Description:
This phase III trial studies how well pembrolizumab works compared to standard of care
observation in treating patients with stage I-III Merkel cell cancer that has been completely
removed by surgery (resected). Immunotherapy with monoclonal antibodies, such as
pembrolizumab, may help the body's immune system attack the cancer, and may interfere with
the ability of tumor cells to grow and spread.
Title
- Brief Title: Pembrolizumab Compared to Standard of Care Observation in Treating Patients With Completely Resected Stage I-III Merkel Cell Cancer, STAMP Study
- Official Title: STAMP: Surgically Treated Adjuvant Merkel Cell Carcinoma With Pembrolizumab, a Phase III Trial
Clinical Trial IDs
- ORG STUDY ID:
NCI-2018-02217
- SECONDARY ID:
NCI-2018-02217
- SECONDARY ID:
EA6174
- SECONDARY ID:
EA6174
- SECONDARY ID:
U10CA180820
- NCT ID:
NCT03712605
Conditions
- Pathologic Stage I Merkel Cell Carcinoma AJCC v8
- Pathologic Stage II Merkel Cell Carcinoma AJCC v8
- Pathologic Stage IIA Merkel Cell Carcinoma AJCC v8
- Pathologic Stage IIB Merkel Cell Carcinoma AJCC v8
- Pathologic Stage III Merkel Cell Carcinoma AJCC v8
- Pathologic Stage IIIA Merkel Cell Carcinoma AJCC v8
- Pathologic Stage IIIB Merkel Cell Carcinoma AJCC v8
Interventions
Drug | Synonyms | Arms |
---|
Pembrolizumab | Keytruda, Lambrolizumab, MK-3475, SCH 900475 | Arm A (pembrolizumab, radiation therapy) |
Purpose
This phase III trial studies how well pembrolizumab works compared to standard of care
observation in treating patients with stage I-III Merkel cell cancer that has been completely
removed by surgery (resected). Immunotherapy with monoclonal antibodies, such as
pembrolizumab, may help the body's immune system attack the cancer, and may interfere with
the ability of tumor cells to grow and spread.
Detailed Description
PRIMARY OBJECTIVE:
I. To compare overall survival (OS) and recurrence free survival (RFS) as co-primary
endpoints across the two arms.
SECONDARY OBJECTIVES:
I. To evaluate adverse events. II. To evaluate distant metastasis free survival (DMFS). III.
To evaluate the impact of radiation on clinical outcomes (OS, RFS, DMFS).
OUTLINE: Patients are randomized to 1 of 2 arms.
ARM A: Patients receive pembrolizumab intravenously (IV) over 30 minutes on day 1. Treatment
repeats every 21 days for up to 17 cycles in the absence of disease progression or
unacceptable toxicity.

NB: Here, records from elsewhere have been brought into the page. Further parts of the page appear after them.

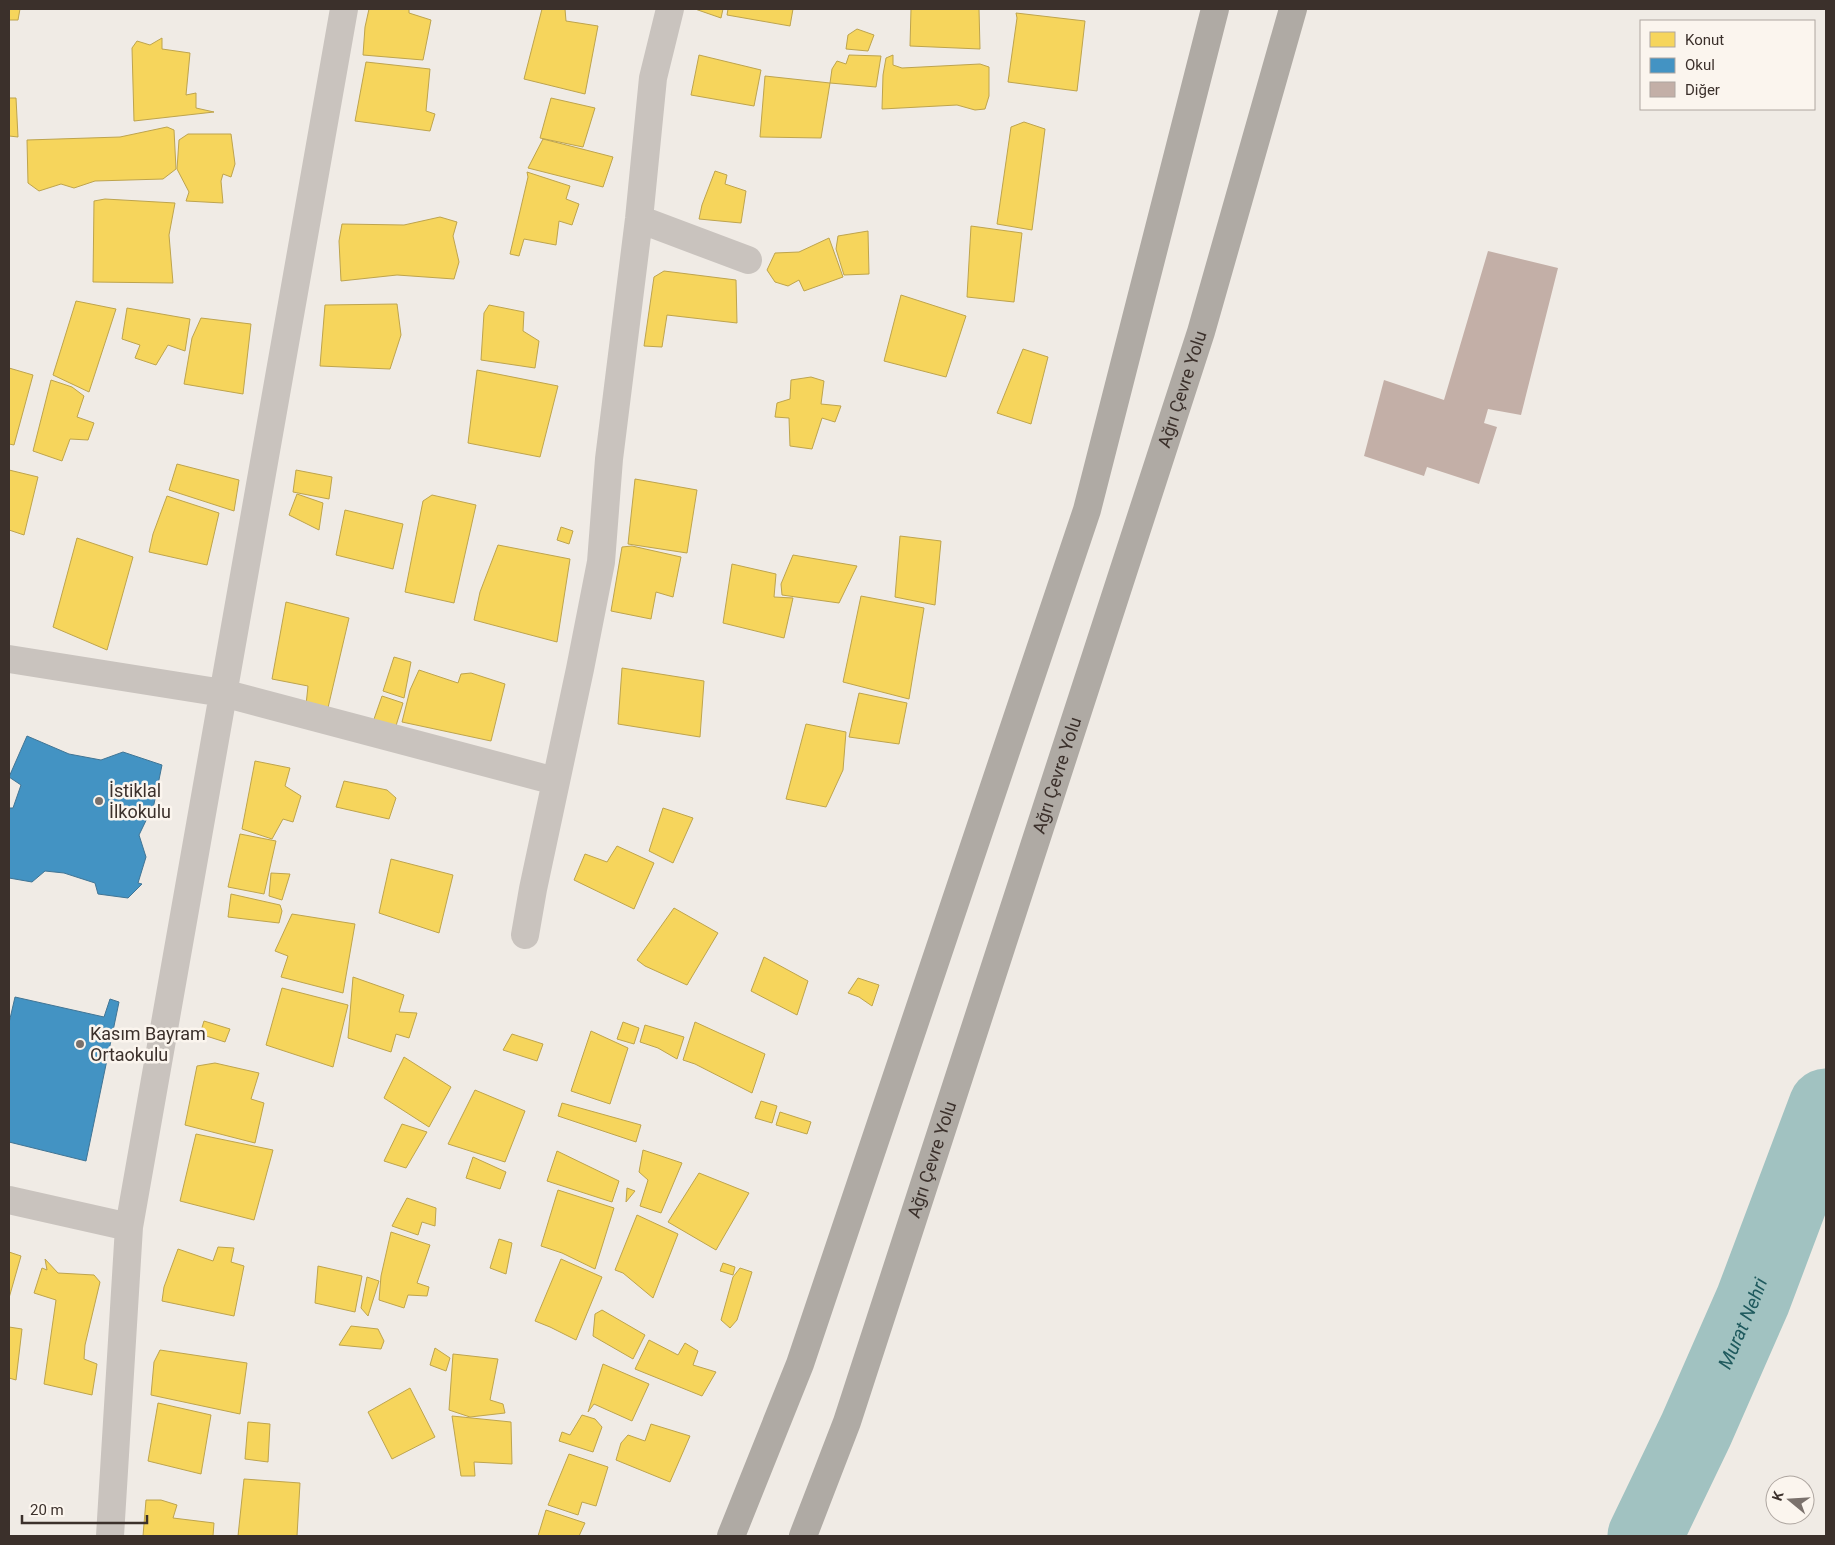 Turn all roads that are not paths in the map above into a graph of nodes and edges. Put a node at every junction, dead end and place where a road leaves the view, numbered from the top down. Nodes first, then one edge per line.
1 (344, 9) edge
2 (670, 9) edge
3 (1216, 9) edge
4 (1293, 9) edge
5 (639, 219) junction
6 (748, 260) dead end
7 (9, 659) edge
8 (223, 693) junction
9 (556, 781) junction
10 (525, 935) dead end
11 (9, 1200) edge
12 (129, 1228) junction
13 (110, 1536) edge
14 (731, 1536) edge
15 (803, 1536) edge

1 - 8 street
2 - 5 street
3 - 14 highway
4 - 15 highway, Ağrı Çevre Yolu
5 - 6 street
5 - 9 street
7 - 8 street
8 - 9 street
8 - 12 street
9 - 10 street
11 - 12 street
12 - 13 street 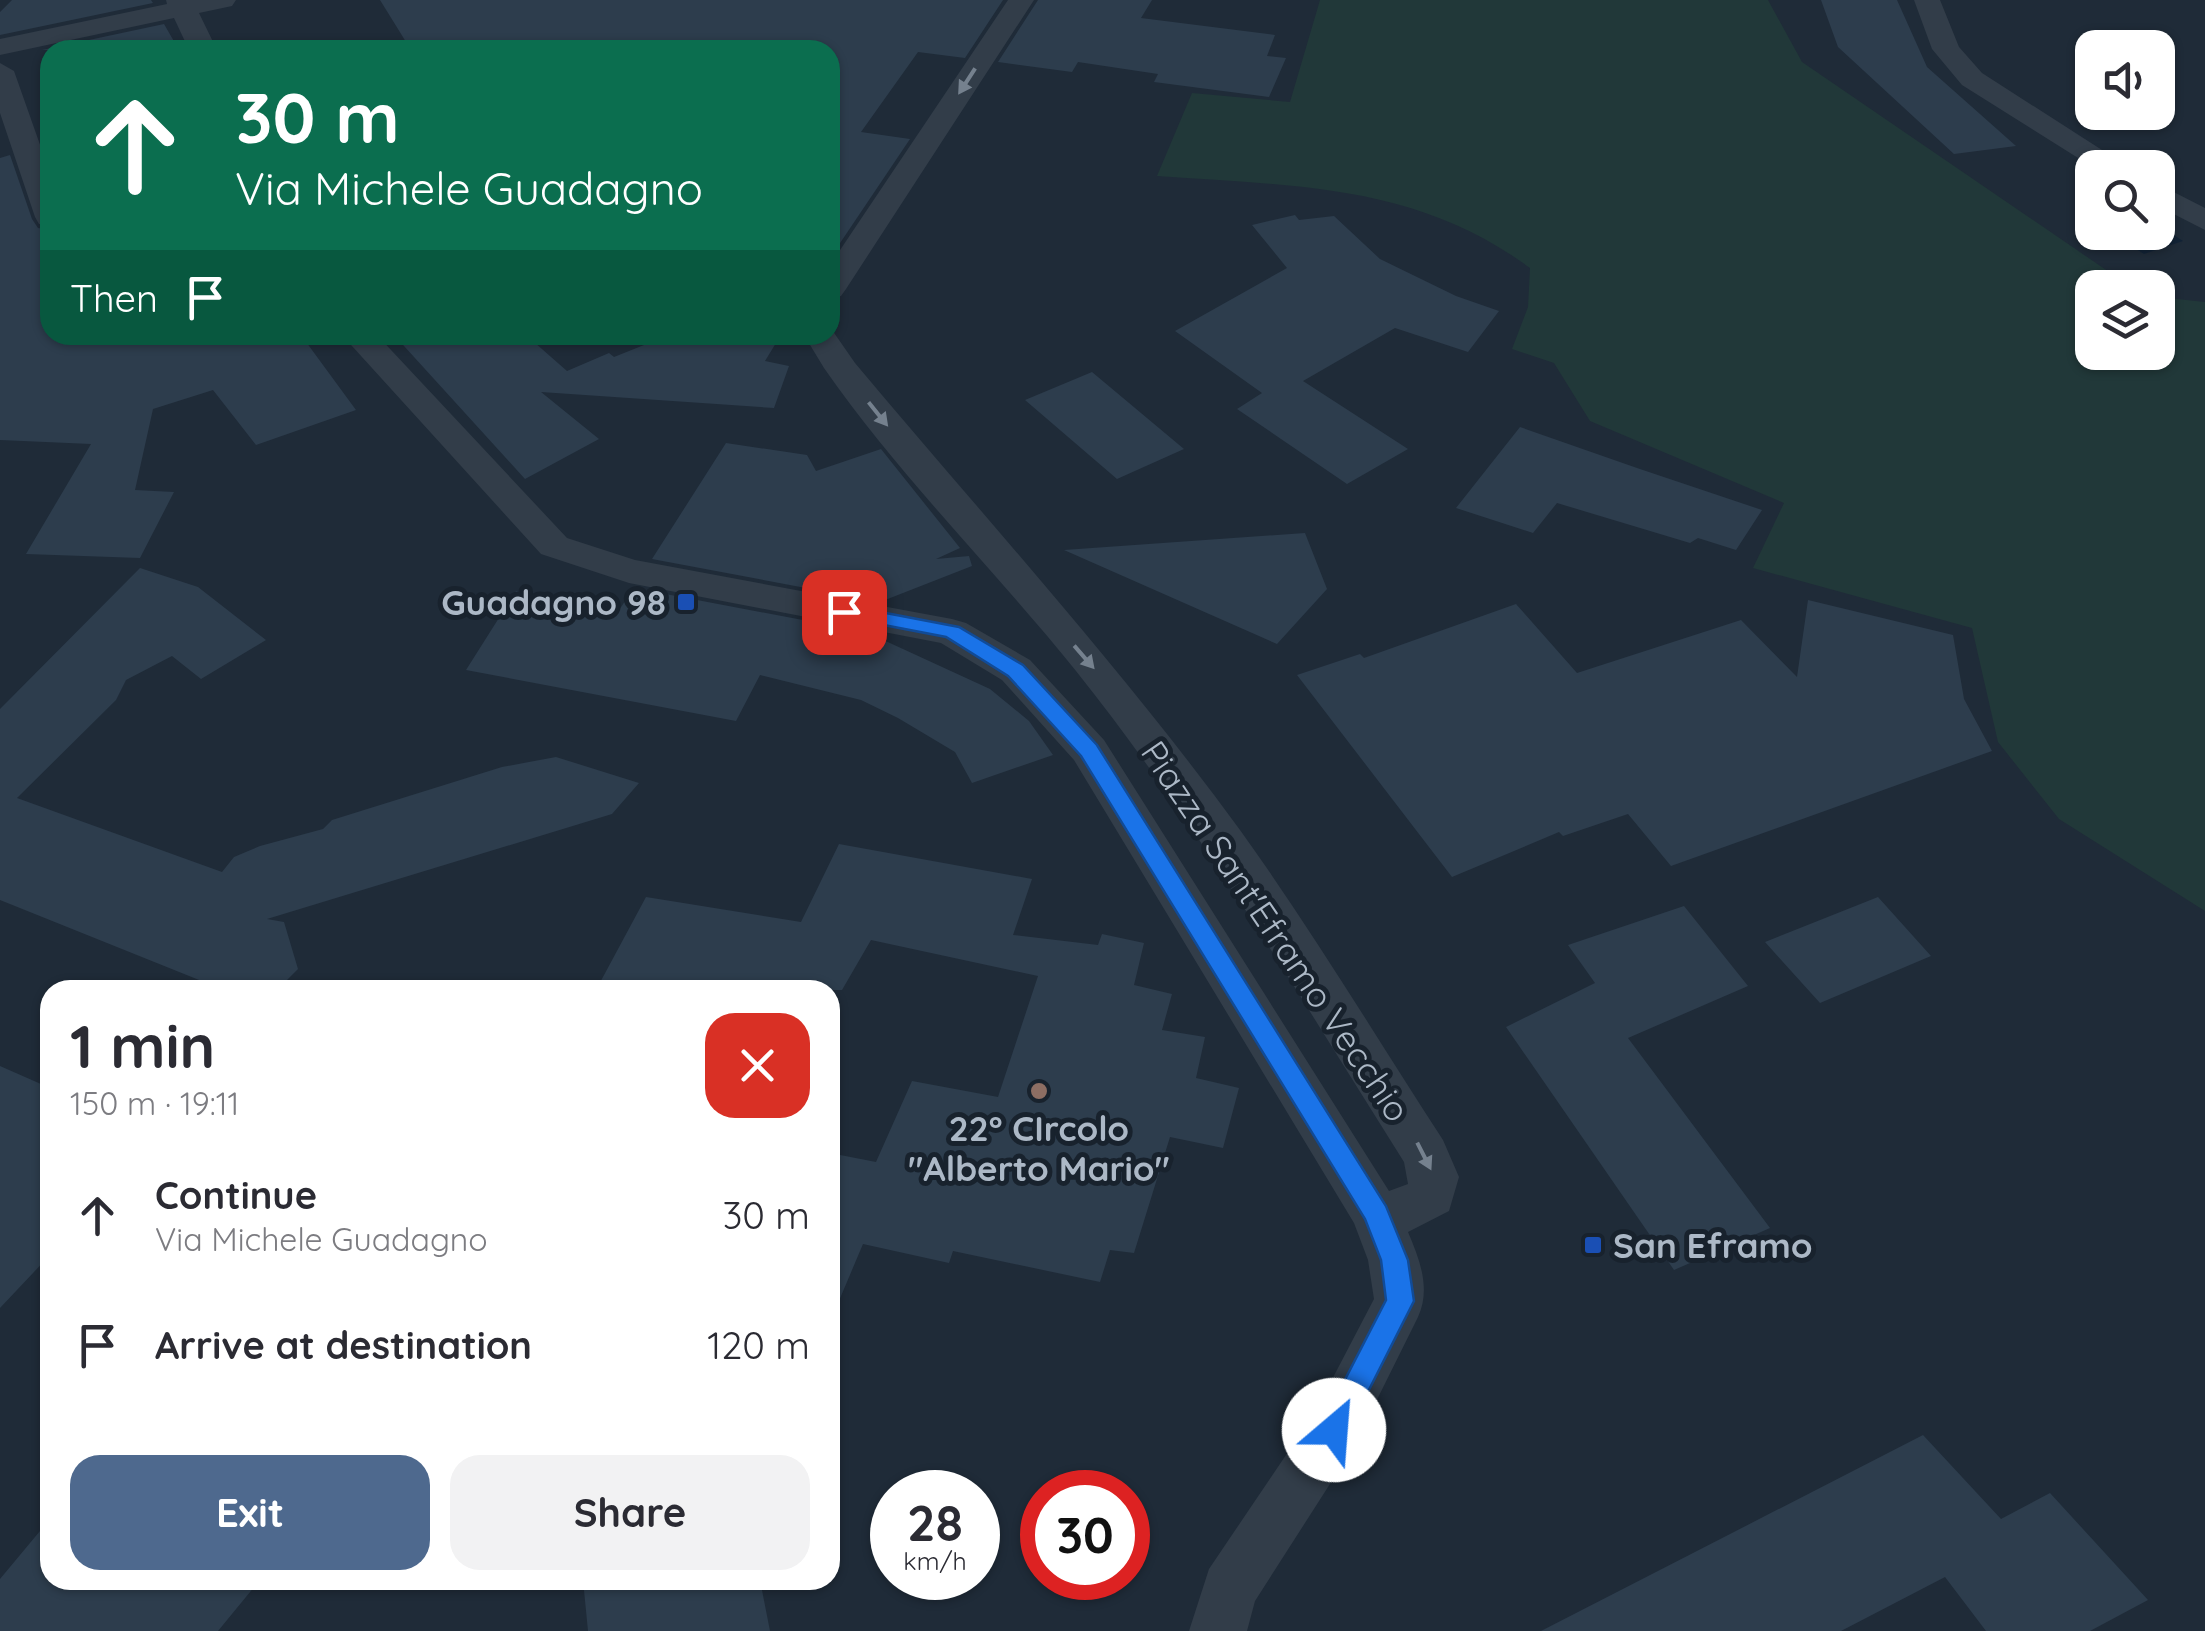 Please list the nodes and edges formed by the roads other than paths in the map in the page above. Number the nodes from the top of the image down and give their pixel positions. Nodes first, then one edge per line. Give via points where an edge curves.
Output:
1 (222, 0) edge
2 (1021, 0) edge
3 (1928, 0) edge
4 (181, 4) edge
5 (198, 40) edge
6 (0, 47) edge
7 (0, 72) edge
8 (2086, 150) edge
9 (40, 188) edge
10 (2175, 203) edge
11 (2205, 221) edge
12 (840, 274) edge
13 (369, 345) edge
14 (827, 345) edge
15 (1376, 1214) junction
16 (1218, 1631) edge

1 - 4 street
2 -> 12 street
3 - 8 street via 1946,49 1972,79
4 - 5 street
4 - 6 street
7 - 9 street
10 - 11 street
13 - 15 street via 554,546 628,571 952,632 1016,670 1089,750
14 -> 15 street, Piazza Sant'Eframo Vecchio via 840,368 1089,661 1226,844 1426,1155 1434,1177 1431,1196 1407,1211
15 - 16 street via 1394,1260 1400,1301 1334,1430 1229,1589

Patients may also undergo standard of care radiation therapy within 14
days of day 1, cycle 1.
ARM B: Patients receive standard of care observation every 3 months for 1 year, and then
every 6 months for 5 years. Patients may also undergo standard of care radiation therapy
within 14 days of day 1, cycle 1.
After completion of study treatment, patients are followed up every 6 months for 5 years.
Trial Arms
Name | Type | Description | Interventions |
---|
Arm A (pembrolizumab, radiation therapy) | Experimental | Patients receive pembrolizumab IV over 30 minutes on day 1. Treatment repeats every 21 days for up to 17 cycles in the absence of disease progression or unacceptable toxicity. Patients may also undergo standard of care radiation therapy within 14 days of day 1, cycle 1. | |
Arm B (standard of care observation, radiation therapy) | Active Comparator | Patients receive standard of care observation every 3 months for 1 year, and then every 6 months for 5 years. Patients may also undergo standard of care radiation therapy within 14 days of day 1, cycle 1. | |
Eligibility Criteria
Inclusion Criteria:
- Patients must have an Eastern Cooperative Oncology Group (ECOG) performance status: 0,
1, or 2 (However, those patients with a performance state of 3 because they are wheel
chair bound due to congenital or traumatic events more than one year before the
diagnosis of Merkel cell carcinoma are eligible).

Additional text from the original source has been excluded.